## Try it
Transcribe, exactly as they appear, only the lines from the one holding "Road topology of" through the end of the entries below.

[Collected data]
::::::::::

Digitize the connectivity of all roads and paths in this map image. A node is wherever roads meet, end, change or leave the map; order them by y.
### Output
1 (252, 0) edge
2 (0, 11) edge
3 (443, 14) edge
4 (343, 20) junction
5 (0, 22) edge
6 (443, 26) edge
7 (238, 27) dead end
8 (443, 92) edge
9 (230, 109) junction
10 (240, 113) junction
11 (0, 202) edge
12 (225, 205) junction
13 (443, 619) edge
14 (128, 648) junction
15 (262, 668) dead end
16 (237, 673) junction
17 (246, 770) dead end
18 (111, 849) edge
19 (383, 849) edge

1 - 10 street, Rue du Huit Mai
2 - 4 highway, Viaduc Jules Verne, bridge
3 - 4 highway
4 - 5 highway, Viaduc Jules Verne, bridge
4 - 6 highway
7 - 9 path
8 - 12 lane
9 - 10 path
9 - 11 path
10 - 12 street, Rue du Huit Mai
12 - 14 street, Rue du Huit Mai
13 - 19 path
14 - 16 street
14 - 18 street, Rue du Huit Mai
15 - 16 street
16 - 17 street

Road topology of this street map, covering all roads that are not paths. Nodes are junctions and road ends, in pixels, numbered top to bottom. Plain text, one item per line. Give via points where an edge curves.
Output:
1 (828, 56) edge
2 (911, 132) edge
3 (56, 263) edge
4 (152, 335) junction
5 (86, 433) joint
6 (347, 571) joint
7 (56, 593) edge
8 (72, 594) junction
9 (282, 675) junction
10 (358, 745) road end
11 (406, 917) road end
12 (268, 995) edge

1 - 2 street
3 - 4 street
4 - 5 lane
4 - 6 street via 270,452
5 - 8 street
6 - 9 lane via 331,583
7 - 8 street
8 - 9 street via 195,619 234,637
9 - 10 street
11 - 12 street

::::::::::

## The completed task
Road topology of this street map, covering all roads that are not paths. Nodes are junctions and road ends, in pixels, numbered top to bottom. Plain text, one item per line. Give via points where an edge curves.
Output:
1 (828, 56) edge
2 (911, 132) edge
3 (56, 263) edge
4 (152, 335) junction
5 (86, 433) joint
6 (347, 571) joint
7 (56, 593) edge
8 (72, 594) junction
9 (282, 675) junction
10 (358, 745) road end
11 (406, 917) road end
12 (268, 995) edge

1 - 2 street
3 - 4 street
4 - 5 lane
4 - 6 street via 270,452
5 - 8 street
6 - 9 lane via 331,583
7 - 8 street
8 - 9 street via 195,619 234,637
9 - 10 street
11 - 12 street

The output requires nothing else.